This is a brief summary of ML course provided by Andrew Ng and Stanford in Coursera.
You can find the lecture video and additional materials in
https://www.coursera.org/learn/machine-learning/home/welcome
Decision boundary will give a better sense of what the logistic regressions hypothesis function is computing.
Suppose predict "y=1" if $h_{\theta}(x) \geq 0.5$
and predict "y=0" if $h_{\theta}(x) < 0.5$
$g(z) \geq 0.5$, when $z \geq 0$ -> $h_{\theta}(x) \geq 0.5$, when $\theta^T (x) \geq 0$
meaning, if $\theta^T (x) \geq 0$ then y = 1
Similarly,
$g(z) < 0.5$, when $z < 0$ -> $h_{\theta}(x) < 0.5$, when $\theta^T (x) < 0$
meaning, if $\theta^T (x) < 0$ then y = 0
To summarize, if we decide to predict whether y=1 or y=0 depending on whether the estimated probability is greater than or equal 0.5, or whether less than 0.5, then that's the same as saying that when we predict y = 1 whenever $\theta^T (x) \geq 0$
Let's suppose we have a training set like that shown as below.
Assume that $\theta_0 = -3, \theta_1 = 1, \theta_2 = 1$, or
$\theta = \left[\begin{array} {rrr} -3 \\ 1 \\ 1 \end{array}\right] $,
Let's try to figure out where a hypothesis would end up predicting y equals one and where it would end up y = 0.
We should predict "y=1" if $-3 + x_1 + x_2 \geq 0 $
or $x_1 + x_2 \geq 3 $
the equation above in this case, or or $x_1 + x_2 = 3 $ --> $h_{\theta}(x) = 0.5$
makes a decision boundary, and that is the line that separates the region where the hypothesis predicts Y = 1, from the region where the hypothesis predicts that y is equal to zero.
Just to be clear, the decision boundary is a property of the hypothesis including the parameters theta0, theta1, theta2.
Even when dataset is taken away, this decision boundary and the region where we predict y = 1 versus y = 0, that's a property of the hypothesis and of the parameters of the hypothesis and not a property of the data set.
Later on, we will talk about how to fit the params, and there we will end up using the training set, using our data to determine the value of the parameters.
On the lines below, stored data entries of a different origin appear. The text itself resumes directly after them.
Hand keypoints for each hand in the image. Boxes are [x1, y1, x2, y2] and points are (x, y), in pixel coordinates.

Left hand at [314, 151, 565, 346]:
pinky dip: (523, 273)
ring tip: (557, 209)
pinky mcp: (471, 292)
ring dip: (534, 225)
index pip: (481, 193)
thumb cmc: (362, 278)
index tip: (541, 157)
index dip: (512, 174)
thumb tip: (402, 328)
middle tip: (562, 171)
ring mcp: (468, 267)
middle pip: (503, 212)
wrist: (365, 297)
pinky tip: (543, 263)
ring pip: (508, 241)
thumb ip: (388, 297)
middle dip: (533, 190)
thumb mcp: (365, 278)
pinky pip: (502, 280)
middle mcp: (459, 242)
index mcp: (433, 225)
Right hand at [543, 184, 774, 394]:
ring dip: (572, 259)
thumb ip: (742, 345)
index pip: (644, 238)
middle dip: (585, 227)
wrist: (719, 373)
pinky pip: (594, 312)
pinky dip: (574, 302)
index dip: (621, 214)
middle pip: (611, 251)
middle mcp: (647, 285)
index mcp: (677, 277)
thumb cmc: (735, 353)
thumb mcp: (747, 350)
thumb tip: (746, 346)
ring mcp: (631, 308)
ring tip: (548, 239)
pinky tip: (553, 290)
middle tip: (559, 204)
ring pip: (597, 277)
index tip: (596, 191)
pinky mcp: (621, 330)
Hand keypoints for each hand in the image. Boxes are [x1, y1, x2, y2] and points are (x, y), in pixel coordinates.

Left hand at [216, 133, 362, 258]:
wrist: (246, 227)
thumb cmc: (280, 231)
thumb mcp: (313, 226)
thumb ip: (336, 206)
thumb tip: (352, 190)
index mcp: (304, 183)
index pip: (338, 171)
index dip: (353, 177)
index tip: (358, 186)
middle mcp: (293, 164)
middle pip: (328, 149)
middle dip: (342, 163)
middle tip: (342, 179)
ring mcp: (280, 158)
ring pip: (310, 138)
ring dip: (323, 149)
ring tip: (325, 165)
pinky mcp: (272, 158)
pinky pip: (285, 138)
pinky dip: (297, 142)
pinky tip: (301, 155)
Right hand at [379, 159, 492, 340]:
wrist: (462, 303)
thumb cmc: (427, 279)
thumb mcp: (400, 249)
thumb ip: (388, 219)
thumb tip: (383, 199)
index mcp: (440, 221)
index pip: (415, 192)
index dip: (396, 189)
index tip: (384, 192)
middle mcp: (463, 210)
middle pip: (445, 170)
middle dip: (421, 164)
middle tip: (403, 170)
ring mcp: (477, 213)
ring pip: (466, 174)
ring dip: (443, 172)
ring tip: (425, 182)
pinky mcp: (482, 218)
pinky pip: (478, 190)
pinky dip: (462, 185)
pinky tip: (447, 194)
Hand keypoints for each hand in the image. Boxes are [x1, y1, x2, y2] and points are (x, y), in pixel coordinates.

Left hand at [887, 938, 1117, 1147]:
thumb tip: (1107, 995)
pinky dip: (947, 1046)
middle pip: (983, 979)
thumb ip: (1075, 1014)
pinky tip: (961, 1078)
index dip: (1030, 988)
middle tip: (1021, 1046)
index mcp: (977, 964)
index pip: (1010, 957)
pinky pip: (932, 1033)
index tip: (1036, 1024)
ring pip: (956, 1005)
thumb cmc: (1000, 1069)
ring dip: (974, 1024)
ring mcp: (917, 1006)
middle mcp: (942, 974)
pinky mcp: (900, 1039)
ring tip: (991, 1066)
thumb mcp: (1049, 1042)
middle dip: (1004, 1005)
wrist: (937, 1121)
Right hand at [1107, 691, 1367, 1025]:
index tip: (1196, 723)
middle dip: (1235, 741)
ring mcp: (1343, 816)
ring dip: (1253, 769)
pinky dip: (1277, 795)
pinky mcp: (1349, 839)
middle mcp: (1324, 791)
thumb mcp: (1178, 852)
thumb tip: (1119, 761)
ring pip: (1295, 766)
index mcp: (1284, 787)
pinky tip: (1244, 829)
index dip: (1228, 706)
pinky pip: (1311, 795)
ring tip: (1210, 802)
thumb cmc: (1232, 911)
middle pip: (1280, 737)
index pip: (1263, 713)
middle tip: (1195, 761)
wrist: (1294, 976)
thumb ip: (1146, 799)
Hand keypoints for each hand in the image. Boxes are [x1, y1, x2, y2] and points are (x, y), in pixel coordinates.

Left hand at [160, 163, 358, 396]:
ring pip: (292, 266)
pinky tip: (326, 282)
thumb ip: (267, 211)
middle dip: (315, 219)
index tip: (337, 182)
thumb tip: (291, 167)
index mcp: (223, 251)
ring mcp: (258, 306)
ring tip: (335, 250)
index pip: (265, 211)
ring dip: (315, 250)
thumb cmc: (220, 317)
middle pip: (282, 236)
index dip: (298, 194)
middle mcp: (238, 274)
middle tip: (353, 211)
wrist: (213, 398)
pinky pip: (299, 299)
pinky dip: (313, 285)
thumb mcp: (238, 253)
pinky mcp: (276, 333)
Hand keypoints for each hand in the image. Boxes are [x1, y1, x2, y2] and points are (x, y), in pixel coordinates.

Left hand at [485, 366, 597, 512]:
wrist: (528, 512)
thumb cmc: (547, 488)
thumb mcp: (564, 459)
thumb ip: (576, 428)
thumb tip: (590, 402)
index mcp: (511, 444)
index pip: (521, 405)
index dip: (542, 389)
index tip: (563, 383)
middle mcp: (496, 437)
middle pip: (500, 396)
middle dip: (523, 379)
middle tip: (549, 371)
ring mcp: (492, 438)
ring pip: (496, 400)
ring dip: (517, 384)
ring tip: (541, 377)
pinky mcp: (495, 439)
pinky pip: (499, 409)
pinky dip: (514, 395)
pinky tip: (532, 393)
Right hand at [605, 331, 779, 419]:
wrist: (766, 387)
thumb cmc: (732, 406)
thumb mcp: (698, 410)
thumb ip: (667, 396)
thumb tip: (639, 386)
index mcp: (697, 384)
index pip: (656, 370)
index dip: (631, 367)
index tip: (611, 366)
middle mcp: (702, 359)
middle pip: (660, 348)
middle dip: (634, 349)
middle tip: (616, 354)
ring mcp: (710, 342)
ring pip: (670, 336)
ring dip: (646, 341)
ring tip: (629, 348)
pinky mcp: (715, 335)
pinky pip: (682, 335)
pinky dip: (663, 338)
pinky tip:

But once we have particular values for the params, that completely defines the decision boundary and we don't actually need to plot a training set in order to plot the decision boundary.
Quiz: Consider logistic regression with two features $x_1 , x_2$. Suppose $ \theta_0 = 5, \theta_1 = -1, \theta_2 = 0 $ , so that $ h_{\theta} (x) = g (5 - x_1) $. Which of these shows the decision boundary of $ h_{\theta} (x) $ ?
Answer: Predict Y = 0 if x_1 is greater than 5.
Another example, of crosses to denote my positive examples, and Os to denote my negative examples.
Assume that $\theta_0 = -1, \theta_1 = 0, \theta_2 = 0, \theta_3 = 1, \theta_4 = 1$ or
$\theta = \left[\begin{array} {rrr} -1 \\ 0 \\ 0 \\ 1 \\ 1 \end{array}\right] $,
Indicates, predict "y=1" if $ -1 + x_1^2 + x_2^2 \geq 0$
$x_1^2 + x_2^2 \geq 1$
makes a decision boundary around the circle with radius 1 centered around the origin.
The training set may be used to fit the parameters theta but once you have the params theta, that is what defines the decisions boundary.
Lecturer's Note
Decision Boundary
In order to get our discrete 0 or 1 classification, we can translate the output of the hypothesis function as follows:
hθ(x)≥0.5→y=1
hθ(x)<0.5→y=0
The way our logistic function g behaves is that when its input is greater than or equal to zero, its output is greater than or equal to 0.5:
g(z)≥0.5 when z≥0
Remember.
z=0, $e^0$ =1⇒g(z)=1/2
z→∞, e^−∞ →0⇒g(z)=1
z→−∞, e^∞ →∞⇒g(z)=0
So if our input to g is $ \theta^T X $, then that means:
hθ(x)=g(θTx)≥0.5, when θTx≥0
From these statements we can now say:
θTx≥0⇒y=1
θTx<0⇒y=0
The decision boundary is the line that separates the area where y = 0 and where y = 1. It is created by our hypothesis function.
Example:
In this case, our decision boundary is a straight vertical line placed on the graph where $ x_1 = 5 $, and everything to the left of that denotes y = 1, while everything to the right denotes y = 0.
Again, the input to the sigmoid function g(z) (e.g. $ \theta^T X $ ) doesn't need to be linear, and could be a function that describes a circle (e.g. $ z= \theta_0 + \theta_1 x_1^2 + \theta_2 x_2^2 $ ) or any shape to fit our data.